MICHAEL Z. LEWIN – Called by a Panther. Albert Samson #8. Mysterious Press, hardcover, 1991; paperback, June 1992.

   Albert Samson, it has been noted before, isn’t your typical hard-boiled, punchem inna nose, kickem inna crotch private eye. He’s middle-aged, low-key, laid-back, and not terribly successful; perilously close, actually, to being one of life’s losers. In this, his eighth appearance overall but first in eight years, he is trying to change his style. He is actually going to advertise on television; cable access, granted, but still —

   That’s just one of the threads running through the story. There’s a poet who wants to marry his rich benefactress, but needs Samson’s help in murdering his wife, first. Well, sort of, anyway. But the real problem is that terrorism has come to Indianapolis, yes, Indianapolis. The Scum Front, an environmentalist group, have planted several bombs recently, though taking great pains to not have them go off.

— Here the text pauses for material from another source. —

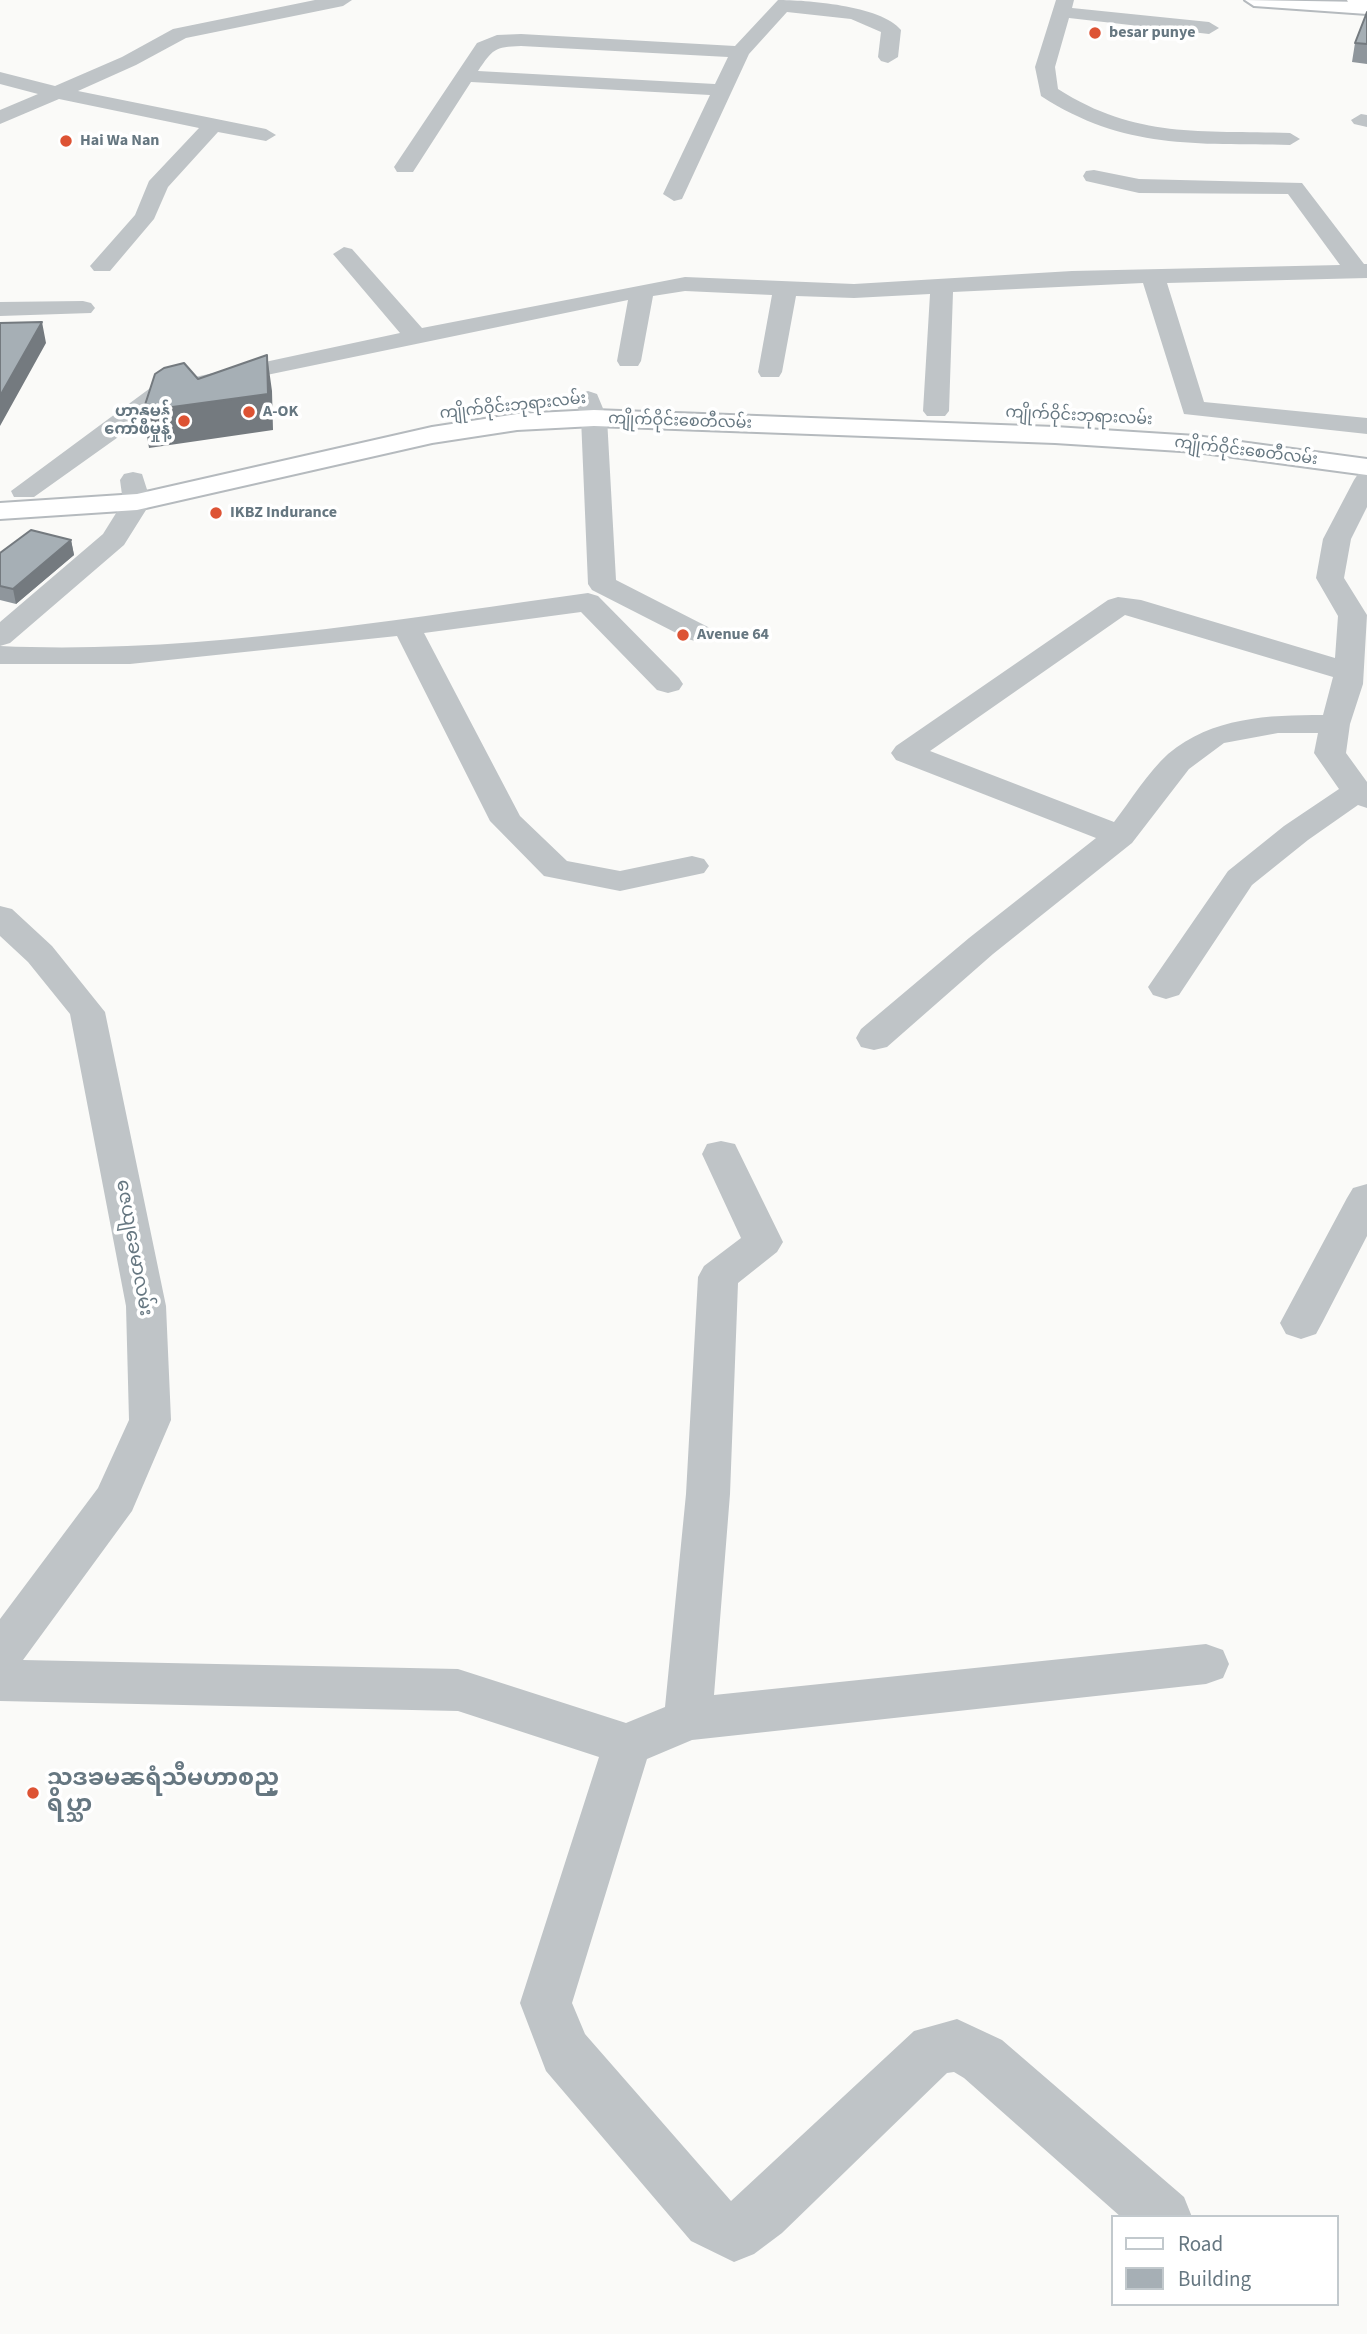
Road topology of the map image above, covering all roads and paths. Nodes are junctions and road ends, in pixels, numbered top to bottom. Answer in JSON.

   Now the S. F. have had one of their bombs stolen after they planted it, and want Albert to find it for them. Given that the Indianapolis police are practically frothing at the mouth over the terrorists, he is naturally somewhat reluctant to become involved with the anonymous group. Does he? Well, of course.

   The ending, I think, will surprise you, as well as raise questions as to where the series goes from here. It’s an interesting if not too terribly believable story, and told in Lewin’s usual witty and enjoyable style. Samson’s exploits are a welcome change of pace from the typically gritty, angst-driven private detective story. I recommend them, and Panther, highly.

— Reprinted from Fireman, Fireman, Save My Books #2, July 1992.